→ **Work to be completed**:
A faithful copy of the entries is needed, one that leaves out the pictures.

BEGIN

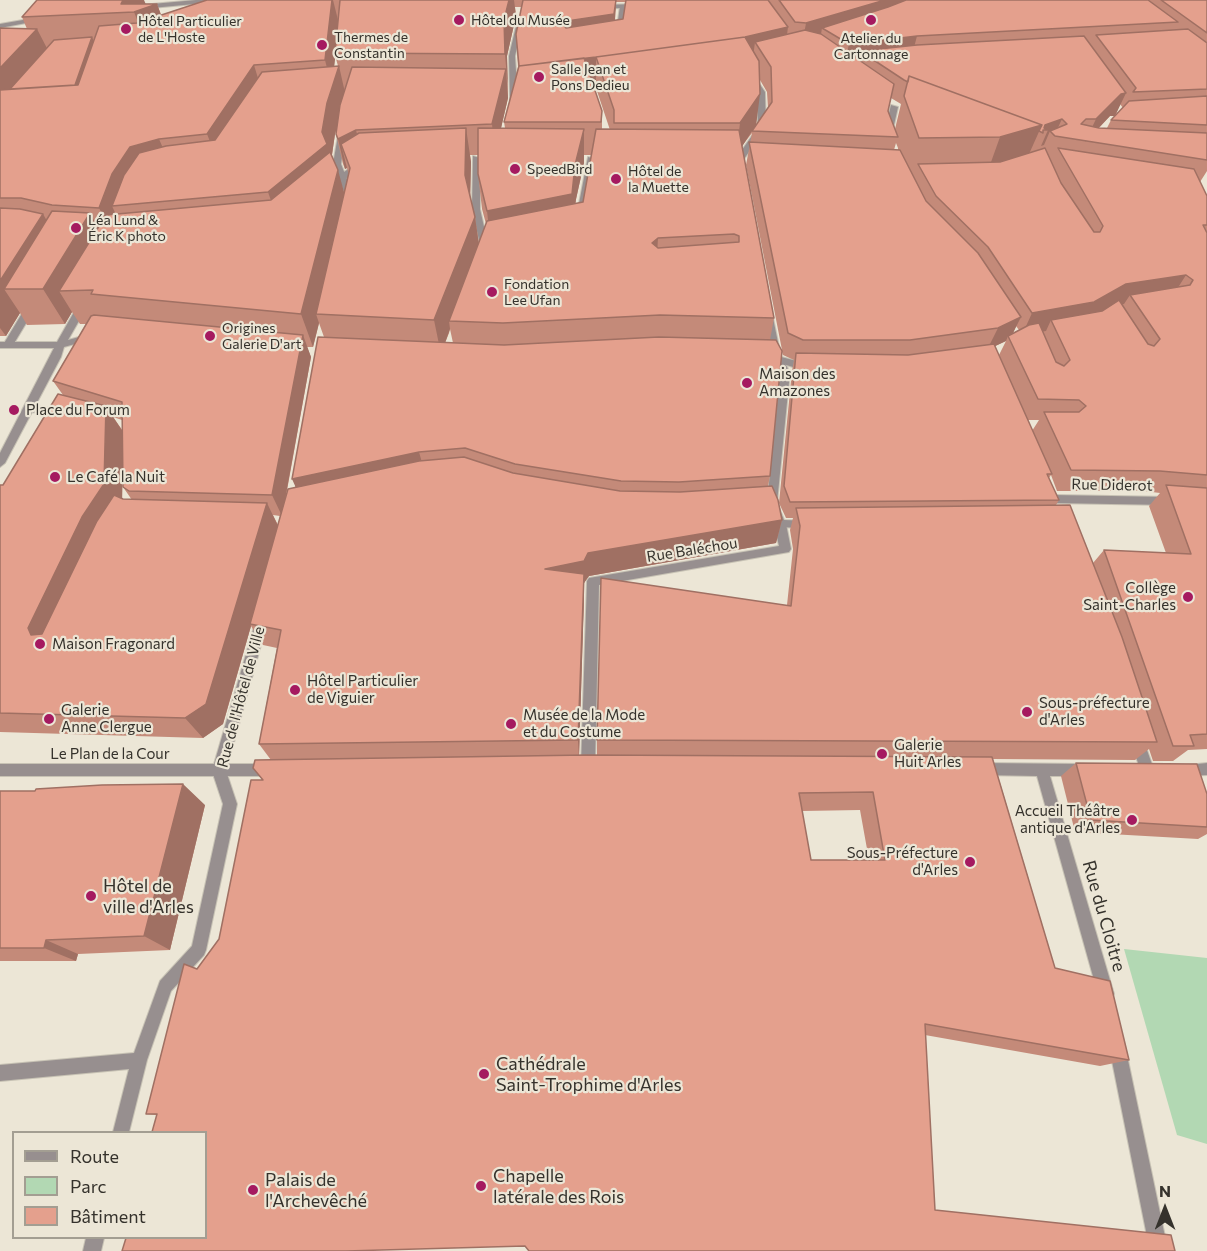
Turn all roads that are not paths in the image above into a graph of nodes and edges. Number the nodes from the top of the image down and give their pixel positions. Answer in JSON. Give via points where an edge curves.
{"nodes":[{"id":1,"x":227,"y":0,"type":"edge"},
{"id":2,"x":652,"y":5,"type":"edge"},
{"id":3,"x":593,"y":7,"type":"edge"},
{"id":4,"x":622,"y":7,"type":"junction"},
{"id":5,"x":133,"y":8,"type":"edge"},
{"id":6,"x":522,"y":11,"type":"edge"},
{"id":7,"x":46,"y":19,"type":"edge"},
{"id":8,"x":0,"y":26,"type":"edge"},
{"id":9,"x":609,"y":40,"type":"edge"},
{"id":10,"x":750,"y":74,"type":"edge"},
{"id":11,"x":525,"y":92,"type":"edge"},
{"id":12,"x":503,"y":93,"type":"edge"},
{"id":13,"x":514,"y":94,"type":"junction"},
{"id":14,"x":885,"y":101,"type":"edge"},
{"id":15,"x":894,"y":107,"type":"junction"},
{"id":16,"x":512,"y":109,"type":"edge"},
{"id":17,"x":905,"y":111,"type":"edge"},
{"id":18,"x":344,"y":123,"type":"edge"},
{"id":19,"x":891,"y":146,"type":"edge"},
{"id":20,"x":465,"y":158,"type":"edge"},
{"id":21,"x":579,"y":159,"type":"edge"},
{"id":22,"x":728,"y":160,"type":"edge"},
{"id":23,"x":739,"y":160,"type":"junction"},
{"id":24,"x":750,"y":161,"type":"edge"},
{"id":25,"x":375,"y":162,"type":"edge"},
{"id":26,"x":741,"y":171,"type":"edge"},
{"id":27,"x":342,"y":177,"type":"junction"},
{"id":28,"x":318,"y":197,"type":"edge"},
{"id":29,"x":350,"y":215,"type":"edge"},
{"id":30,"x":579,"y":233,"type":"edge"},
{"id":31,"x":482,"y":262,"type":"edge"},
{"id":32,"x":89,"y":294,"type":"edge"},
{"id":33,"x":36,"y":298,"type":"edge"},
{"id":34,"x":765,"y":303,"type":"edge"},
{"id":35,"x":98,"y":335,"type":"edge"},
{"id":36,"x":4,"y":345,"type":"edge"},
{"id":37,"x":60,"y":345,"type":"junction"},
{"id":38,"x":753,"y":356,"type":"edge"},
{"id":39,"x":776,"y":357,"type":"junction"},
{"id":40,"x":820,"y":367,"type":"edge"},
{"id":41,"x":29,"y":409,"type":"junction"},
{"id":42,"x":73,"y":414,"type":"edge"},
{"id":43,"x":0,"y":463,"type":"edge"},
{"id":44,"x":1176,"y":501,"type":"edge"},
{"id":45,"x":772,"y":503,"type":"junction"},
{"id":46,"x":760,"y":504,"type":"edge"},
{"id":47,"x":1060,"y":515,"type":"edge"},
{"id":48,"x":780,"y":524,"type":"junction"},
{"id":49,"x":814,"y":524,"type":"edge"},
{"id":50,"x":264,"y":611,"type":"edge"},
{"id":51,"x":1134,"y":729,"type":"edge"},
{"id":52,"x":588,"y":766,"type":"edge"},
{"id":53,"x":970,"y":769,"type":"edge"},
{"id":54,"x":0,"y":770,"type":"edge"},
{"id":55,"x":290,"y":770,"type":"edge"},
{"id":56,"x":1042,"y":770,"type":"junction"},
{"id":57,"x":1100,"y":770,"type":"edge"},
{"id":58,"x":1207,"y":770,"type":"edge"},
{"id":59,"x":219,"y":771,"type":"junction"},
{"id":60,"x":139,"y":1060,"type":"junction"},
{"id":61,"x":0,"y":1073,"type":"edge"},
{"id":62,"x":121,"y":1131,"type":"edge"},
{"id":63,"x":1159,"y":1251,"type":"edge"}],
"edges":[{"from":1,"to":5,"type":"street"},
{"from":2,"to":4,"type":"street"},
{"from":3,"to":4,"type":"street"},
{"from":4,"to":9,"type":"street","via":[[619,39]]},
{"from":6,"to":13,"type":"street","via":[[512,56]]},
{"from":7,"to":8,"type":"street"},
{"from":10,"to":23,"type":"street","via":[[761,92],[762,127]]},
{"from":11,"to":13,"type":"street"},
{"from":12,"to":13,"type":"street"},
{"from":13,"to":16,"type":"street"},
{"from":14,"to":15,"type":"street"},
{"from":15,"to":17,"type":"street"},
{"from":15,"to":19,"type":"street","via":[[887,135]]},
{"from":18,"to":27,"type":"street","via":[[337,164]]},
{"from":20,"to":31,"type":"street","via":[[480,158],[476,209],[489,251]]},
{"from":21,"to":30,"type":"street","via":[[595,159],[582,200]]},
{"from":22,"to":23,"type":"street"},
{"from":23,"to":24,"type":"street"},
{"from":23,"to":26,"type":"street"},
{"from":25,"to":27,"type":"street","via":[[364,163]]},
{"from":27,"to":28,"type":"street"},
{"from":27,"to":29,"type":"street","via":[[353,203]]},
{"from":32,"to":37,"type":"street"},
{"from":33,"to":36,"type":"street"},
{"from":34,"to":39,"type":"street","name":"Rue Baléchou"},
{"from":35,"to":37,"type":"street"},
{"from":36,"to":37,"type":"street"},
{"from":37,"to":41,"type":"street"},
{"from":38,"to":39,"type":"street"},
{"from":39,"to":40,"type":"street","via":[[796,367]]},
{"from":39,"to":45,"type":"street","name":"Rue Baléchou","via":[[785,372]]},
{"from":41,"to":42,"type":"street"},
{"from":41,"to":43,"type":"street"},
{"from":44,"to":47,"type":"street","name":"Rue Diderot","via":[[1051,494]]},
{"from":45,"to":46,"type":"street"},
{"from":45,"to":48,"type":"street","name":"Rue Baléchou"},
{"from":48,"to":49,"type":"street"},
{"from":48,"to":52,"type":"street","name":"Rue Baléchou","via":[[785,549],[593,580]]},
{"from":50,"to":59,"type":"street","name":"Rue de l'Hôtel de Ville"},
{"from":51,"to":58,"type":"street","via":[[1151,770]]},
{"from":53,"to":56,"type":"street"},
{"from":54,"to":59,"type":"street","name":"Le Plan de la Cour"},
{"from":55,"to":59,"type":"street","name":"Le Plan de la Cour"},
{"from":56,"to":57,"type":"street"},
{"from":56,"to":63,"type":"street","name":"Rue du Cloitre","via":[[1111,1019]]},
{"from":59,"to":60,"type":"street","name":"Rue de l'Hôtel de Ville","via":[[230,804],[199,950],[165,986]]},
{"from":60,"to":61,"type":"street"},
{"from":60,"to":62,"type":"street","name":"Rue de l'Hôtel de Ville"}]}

END

→ **Task solution**:
Turn all roads that are not paths in the image above into a graph of nodes and edges. Number the nodes from the top of the image down and give their pixel positions. Answer in JSON. Give via points where an edge curves.
{"nodes":[{"id":1,"x":227,"y":0,"type":"edge"},
{"id":2,"x":652,"y":5,"type":"edge"},
{"id":3,"x":593,"y":7,"type":"edge"},
{"id":4,"x":622,"y":7,"type":"junction"},
{"id":5,"x":133,"y":8,"type":"edge"},
{"id":6,"x":522,"y":11,"type":"edge"},
{"id":7,"x":46,"y":19,"type":"edge"},
{"id":8,"x":0,"y":26,"type":"edge"},
{"id":9,"x":609,"y":40,"type":"edge"},
{"id":10,"x":750,"y":74,"type":"edge"},
{"id":11,"x":525,"y":92,"type":"edge"},
{"id":12,"x":503,"y":93,"type":"edge"},
{"id":13,"x":514,"y":94,"type":"junction"},
{"id":14,"x":885,"y":101,"type":"edge"},
{"id":15,"x":894,"y":107,"type":"junction"},
{"id":16,"x":512,"y":109,"type":"edge"},
{"id":17,"x":905,"y":111,"type":"edge"},
{"id":18,"x":344,"y":123,"type":"edge"},
{"id":19,"x":891,"y":146,"type":"edge"},
{"id":20,"x":465,"y":158,"type":"edge"},
{"id":21,"x":579,"y":159,"type":"edge"},
{"id":22,"x":728,"y":160,"type":"edge"},
{"id":23,"x":739,"y":160,"type":"junction"},
{"id":24,"x":750,"y":161,"type":"edge"},
{"id":25,"x":375,"y":162,"type":"edge"},
{"id":26,"x":741,"y":171,"type":"edge"},
{"id":27,"x":342,"y":177,"type":"junction"},
{"id":28,"x":318,"y":197,"type":"edge"},
{"id":29,"x":350,"y":215,"type":"edge"},
{"id":30,"x":579,"y":233,"type":"edge"},
{"id":31,"x":482,"y":262,"type":"edge"},
{"id":32,"x":89,"y":294,"type":"edge"},
{"id":33,"x":36,"y":298,"type":"edge"},
{"id":34,"x":765,"y":303,"type":"edge"},
{"id":35,"x":98,"y":335,"type":"edge"},
{"id":36,"x":4,"y":345,"type":"edge"},
{"id":37,"x":60,"y":345,"type":"junction"},
{"id":38,"x":753,"y":356,"type":"edge"},
{"id":39,"x":776,"y":357,"type":"junction"},
{"id":40,"x":820,"y":367,"type":"edge"},
{"id":41,"x":29,"y":409,"type":"junction"},
{"id":42,"x":73,"y":414,"type":"edge"},
{"id":43,"x":0,"y":463,"type":"edge"},
{"id":44,"x":1176,"y":501,"type":"edge"},
{"id":45,"x":772,"y":503,"type":"junction"},
{"id":46,"x":760,"y":504,"type":"edge"},
{"id":47,"x":1060,"y":515,"type":"edge"},
{"id":48,"x":780,"y":524,"type":"junction"},
{"id":49,"x":814,"y":524,"type":"edge"},
{"id":50,"x":264,"y":611,"type":"edge"},
{"id":51,"x":1134,"y":729,"type":"edge"},
{"id":52,"x":588,"y":766,"type":"edge"},
{"id":53,"x":970,"y":769,"type":"edge"},
{"id":54,"x":0,"y":770,"type":"edge"},
{"id":55,"x":290,"y":770,"type":"edge"},
{"id":56,"x":1042,"y":770,"type":"junction"},
{"id":57,"x":1100,"y":770,"type":"edge"},
{"id":58,"x":1207,"y":770,"type":"edge"},
{"id":59,"x":219,"y":771,"type":"junction"},
{"id":60,"x":139,"y":1060,"type":"junction"},
{"id":61,"x":0,"y":1073,"type":"edge"},
{"id":62,"x":121,"y":1131,"type":"edge"},
{"id":63,"x":1159,"y":1251,"type":"edge"}],
"edges":[{"from":1,"to":5,"type":"street"},
{"from":2,"to":4,"type":"street"},
{"from":3,"to":4,"type":"street"},
{"from":4,"to":9,"type":"street","via":[[619,39]]},
{"from":6,"to":13,"type":"street","via":[[512,56]]},
{"from":7,"to":8,"type":"street"},
{"from":10,"to":23,"type":"street","via":[[761,92],[762,127]]},
{"from":11,"to":13,"type":"street"},
{"from":12,"to":13,"type":"street"},
{"from":13,"to":16,"type":"street"},
{"from":14,"to":15,"type":"street"},
{"from":15,"to":17,"type":"street"},
{"from":15,"to":19,"type":"street","via":[[887,135]]},
{"from":18,"to":27,"type":"street","via":[[337,164]]},
{"from":20,"to":31,"type":"street","via":[[480,158],[476,209],[489,251]]},
{"from":21,"to":30,"type":"street","via":[[595,159],[582,200]]},
{"from":22,"to":23,"type":"street"},
{"from":23,"to":24,"type":"street"},
{"from":23,"to":26,"type":"street"},
{"from":25,"to":27,"type":"street","via":[[364,163]]},
{"from":27,"to":28,"type":"street"},
{"from":27,"to":29,"type":"street","via":[[353,203]]},
{"from":32,"to":37,"type":"street"},
{"from":33,"to":36,"type":"street"},
{"from":34,"to":39,"type":"street","name":"Rue Baléchou"},
{"from":35,"to":37,"type":"street"},
{"from":36,"to":37,"type":"street"},
{"from":37,"to":41,"type":"street"},
{"from":38,"to":39,"type":"street"},
{"from":39,"to":40,"type":"street","via":[[796,367]]},
{"from":39,"to":45,"type":"street","name":"Rue Baléchou","via":[[785,372]]},
{"from":41,"to":42,"type":"street"},
{"from":41,"to":43,"type":"street"},
{"from":44,"to":47,"type":"street","name":"Rue Diderot","via":[[1051,494]]},
{"from":45,"to":46,"type":"street"},
{"from":45,"to":48,"type":"street","name":"Rue Baléchou"},
{"from":48,"to":49,"type":"street"},
{"from":48,"to":52,"type":"street","name":"Rue Baléchou","via":[[785,549],[593,580]]},
{"from":50,"to":59,"type":"street","name":"Rue de l'Hôtel de Ville"},
{"from":51,"to":58,"type":"street","via":[[1151,770]]},
{"from":53,"to":56,"type":"street"},
{"from":54,"to":59,"type":"street","name":"Le Plan de la Cour"},
{"from":55,"to":59,"type":"street","name":"Le Plan de la Cour"},
{"from":56,"to":57,"type":"street"},
{"from":56,"to":63,"type":"street","name":"Rue du Cloitre","via":[[1111,1019]]},
{"from":59,"to":60,"type":"street","name":"Rue de l'Hôtel de Ville","via":[[230,804],[199,950],[165,986]]},
{"from":60,"to":61,"type":"street"},
{"from":60,"to":62,"type":"street","name":"Rue de l'Hôtel de Ville"}]}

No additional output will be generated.